Each line of the data that includes "Jalan" must be copied.

DATA IN THIS EXERCISE: Begin

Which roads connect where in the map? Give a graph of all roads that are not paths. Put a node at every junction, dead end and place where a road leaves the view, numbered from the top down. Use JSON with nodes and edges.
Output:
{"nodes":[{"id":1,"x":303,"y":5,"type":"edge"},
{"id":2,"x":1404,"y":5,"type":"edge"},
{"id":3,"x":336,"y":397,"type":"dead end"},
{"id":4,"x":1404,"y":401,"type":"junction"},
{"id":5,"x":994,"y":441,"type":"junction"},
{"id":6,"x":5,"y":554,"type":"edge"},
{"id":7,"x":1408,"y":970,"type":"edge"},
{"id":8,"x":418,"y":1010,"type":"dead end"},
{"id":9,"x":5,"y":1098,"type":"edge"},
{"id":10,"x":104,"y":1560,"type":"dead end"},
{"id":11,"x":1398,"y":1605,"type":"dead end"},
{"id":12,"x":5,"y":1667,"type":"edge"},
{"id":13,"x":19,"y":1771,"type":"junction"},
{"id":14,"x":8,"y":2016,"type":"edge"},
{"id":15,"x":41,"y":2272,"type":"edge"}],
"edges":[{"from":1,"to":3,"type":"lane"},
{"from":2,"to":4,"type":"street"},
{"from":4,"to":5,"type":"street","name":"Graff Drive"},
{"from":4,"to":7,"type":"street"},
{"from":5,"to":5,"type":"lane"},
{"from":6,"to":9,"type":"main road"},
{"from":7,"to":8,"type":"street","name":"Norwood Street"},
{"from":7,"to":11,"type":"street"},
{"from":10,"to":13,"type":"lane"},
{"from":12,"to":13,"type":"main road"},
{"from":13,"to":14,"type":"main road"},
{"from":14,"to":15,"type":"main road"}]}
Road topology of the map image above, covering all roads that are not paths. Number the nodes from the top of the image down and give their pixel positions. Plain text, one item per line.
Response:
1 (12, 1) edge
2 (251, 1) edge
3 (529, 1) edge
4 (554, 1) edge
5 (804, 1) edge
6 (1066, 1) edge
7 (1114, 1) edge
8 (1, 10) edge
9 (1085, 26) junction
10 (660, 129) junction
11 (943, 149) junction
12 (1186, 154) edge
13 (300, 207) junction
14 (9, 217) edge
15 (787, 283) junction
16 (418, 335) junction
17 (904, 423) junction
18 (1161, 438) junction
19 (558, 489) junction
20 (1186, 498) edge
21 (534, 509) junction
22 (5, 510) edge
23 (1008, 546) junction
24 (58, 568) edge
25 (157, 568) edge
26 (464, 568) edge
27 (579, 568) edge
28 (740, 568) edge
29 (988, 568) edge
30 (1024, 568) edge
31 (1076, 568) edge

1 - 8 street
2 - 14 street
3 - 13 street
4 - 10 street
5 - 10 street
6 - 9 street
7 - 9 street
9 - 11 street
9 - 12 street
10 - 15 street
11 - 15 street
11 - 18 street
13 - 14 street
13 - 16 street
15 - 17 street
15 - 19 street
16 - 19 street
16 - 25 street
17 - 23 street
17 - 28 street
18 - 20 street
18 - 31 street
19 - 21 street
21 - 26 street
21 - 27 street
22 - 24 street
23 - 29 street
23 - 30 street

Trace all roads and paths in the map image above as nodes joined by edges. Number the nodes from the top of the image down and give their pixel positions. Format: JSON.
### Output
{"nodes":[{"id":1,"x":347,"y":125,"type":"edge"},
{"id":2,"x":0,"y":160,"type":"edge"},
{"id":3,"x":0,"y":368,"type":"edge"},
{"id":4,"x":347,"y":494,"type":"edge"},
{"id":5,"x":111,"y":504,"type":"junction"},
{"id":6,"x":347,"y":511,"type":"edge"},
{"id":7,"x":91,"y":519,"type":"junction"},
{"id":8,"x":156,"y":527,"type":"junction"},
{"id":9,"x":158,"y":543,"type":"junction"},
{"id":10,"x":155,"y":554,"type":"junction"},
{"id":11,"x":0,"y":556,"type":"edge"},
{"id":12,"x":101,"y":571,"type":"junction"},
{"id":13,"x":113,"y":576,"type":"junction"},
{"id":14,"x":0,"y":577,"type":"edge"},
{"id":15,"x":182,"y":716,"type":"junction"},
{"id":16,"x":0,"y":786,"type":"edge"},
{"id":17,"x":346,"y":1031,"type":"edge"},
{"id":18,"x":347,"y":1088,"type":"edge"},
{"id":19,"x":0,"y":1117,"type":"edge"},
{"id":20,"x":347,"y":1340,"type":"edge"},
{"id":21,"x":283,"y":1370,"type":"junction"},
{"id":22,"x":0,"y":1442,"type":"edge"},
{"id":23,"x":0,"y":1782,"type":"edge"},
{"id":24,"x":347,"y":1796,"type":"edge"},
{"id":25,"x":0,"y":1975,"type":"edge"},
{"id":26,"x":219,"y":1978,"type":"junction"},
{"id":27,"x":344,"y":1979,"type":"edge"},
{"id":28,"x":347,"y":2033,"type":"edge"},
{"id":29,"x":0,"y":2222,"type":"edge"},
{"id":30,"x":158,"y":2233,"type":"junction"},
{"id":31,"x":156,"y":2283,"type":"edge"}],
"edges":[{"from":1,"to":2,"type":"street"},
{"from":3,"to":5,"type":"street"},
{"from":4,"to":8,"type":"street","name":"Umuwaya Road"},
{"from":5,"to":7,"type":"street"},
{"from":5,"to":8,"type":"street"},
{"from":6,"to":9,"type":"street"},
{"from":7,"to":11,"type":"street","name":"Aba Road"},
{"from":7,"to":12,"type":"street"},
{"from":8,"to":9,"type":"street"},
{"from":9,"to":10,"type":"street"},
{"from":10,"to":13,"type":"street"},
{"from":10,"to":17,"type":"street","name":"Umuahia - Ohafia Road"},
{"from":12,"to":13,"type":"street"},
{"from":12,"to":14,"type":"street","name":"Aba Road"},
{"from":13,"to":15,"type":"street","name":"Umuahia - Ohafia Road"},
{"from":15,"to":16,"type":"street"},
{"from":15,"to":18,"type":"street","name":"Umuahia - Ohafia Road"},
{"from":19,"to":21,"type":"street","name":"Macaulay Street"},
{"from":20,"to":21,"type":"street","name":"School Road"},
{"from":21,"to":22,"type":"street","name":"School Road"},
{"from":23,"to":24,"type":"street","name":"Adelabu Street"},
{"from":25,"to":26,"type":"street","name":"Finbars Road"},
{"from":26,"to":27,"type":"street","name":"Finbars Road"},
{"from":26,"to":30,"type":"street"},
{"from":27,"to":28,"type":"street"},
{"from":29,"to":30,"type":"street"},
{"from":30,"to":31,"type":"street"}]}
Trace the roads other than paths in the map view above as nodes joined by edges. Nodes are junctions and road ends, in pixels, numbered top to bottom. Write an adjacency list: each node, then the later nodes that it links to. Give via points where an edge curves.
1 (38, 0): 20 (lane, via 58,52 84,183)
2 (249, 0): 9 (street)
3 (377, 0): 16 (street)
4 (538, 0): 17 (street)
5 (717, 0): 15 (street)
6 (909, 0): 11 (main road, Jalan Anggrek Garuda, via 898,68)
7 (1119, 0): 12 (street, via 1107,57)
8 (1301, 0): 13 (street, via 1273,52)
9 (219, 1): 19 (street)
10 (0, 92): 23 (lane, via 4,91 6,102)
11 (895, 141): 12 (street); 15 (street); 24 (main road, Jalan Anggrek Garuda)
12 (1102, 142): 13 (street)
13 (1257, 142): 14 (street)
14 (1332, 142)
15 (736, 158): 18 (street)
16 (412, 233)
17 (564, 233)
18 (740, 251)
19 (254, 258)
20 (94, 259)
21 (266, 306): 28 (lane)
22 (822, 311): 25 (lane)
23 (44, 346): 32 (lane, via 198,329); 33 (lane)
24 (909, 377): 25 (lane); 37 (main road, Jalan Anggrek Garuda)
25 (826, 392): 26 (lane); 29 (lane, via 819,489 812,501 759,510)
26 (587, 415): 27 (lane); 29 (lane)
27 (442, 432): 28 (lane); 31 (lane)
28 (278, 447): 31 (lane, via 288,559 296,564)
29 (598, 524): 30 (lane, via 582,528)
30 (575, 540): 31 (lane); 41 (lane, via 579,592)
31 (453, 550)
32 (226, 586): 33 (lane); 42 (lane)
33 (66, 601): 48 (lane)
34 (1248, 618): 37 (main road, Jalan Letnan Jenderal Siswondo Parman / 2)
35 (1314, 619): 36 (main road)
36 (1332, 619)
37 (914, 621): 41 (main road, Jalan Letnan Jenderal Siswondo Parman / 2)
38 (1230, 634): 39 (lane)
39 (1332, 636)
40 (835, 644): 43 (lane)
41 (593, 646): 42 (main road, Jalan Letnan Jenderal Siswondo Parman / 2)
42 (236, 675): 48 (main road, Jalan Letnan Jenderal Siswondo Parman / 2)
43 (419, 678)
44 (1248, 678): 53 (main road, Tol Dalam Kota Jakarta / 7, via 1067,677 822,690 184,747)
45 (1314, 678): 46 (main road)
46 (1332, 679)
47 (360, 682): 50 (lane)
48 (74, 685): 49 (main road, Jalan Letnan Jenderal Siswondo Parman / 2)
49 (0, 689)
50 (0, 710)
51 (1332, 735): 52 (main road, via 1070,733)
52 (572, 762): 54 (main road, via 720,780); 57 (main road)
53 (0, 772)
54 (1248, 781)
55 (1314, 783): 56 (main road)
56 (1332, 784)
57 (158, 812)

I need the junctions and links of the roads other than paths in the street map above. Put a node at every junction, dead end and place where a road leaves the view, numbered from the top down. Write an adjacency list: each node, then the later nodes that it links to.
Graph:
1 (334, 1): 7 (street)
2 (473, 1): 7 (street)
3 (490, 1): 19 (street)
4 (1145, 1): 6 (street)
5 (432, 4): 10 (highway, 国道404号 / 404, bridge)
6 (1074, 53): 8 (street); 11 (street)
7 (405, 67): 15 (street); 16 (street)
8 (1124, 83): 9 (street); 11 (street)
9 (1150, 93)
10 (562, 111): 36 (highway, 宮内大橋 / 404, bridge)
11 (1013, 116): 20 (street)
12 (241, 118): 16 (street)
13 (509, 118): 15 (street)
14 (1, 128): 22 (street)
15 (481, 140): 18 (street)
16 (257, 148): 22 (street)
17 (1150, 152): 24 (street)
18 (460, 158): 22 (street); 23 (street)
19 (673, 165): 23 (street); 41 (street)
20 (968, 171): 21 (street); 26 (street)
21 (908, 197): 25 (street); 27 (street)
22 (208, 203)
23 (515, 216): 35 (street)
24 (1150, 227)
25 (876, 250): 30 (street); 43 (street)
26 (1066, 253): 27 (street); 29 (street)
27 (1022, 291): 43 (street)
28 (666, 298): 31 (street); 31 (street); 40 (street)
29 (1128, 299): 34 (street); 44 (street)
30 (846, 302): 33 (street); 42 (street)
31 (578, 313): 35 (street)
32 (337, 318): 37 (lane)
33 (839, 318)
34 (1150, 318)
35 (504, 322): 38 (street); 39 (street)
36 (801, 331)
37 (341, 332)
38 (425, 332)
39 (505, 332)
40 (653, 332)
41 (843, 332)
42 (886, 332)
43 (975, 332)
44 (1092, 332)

DATA IN THIS EXERCISE: End

■ REPLY TO THE EXERCISE ■
6 (909, 0): 11 (main road, Jalan Anggrek Garuda, via 898,68)
11 (895, 141): 12 (street); 15 (street); 24 (main road, Jalan Anggrek Garuda)
24 (909, 377): 25 (lane); 37 (main road, Jalan Anggrek Garuda)
34 (1248, 618): 37 (main road, Jalan Letnan Jenderal Siswondo Parman / 2)
37 (914, 621): 41 (main road, Jalan Letnan Jenderal Siswondo Parman / 2)
41 (593, 646): 42 (main road, Jalan Letnan Jenderal Siswondo Parman / 2)
42 (236, 675): 48 (main road, Jalan Letnan Jenderal Siswondo Parman / 2)
48 (74, 685): 49 (main road, Jalan Letnan Jenderal Siswondo Parman / 2)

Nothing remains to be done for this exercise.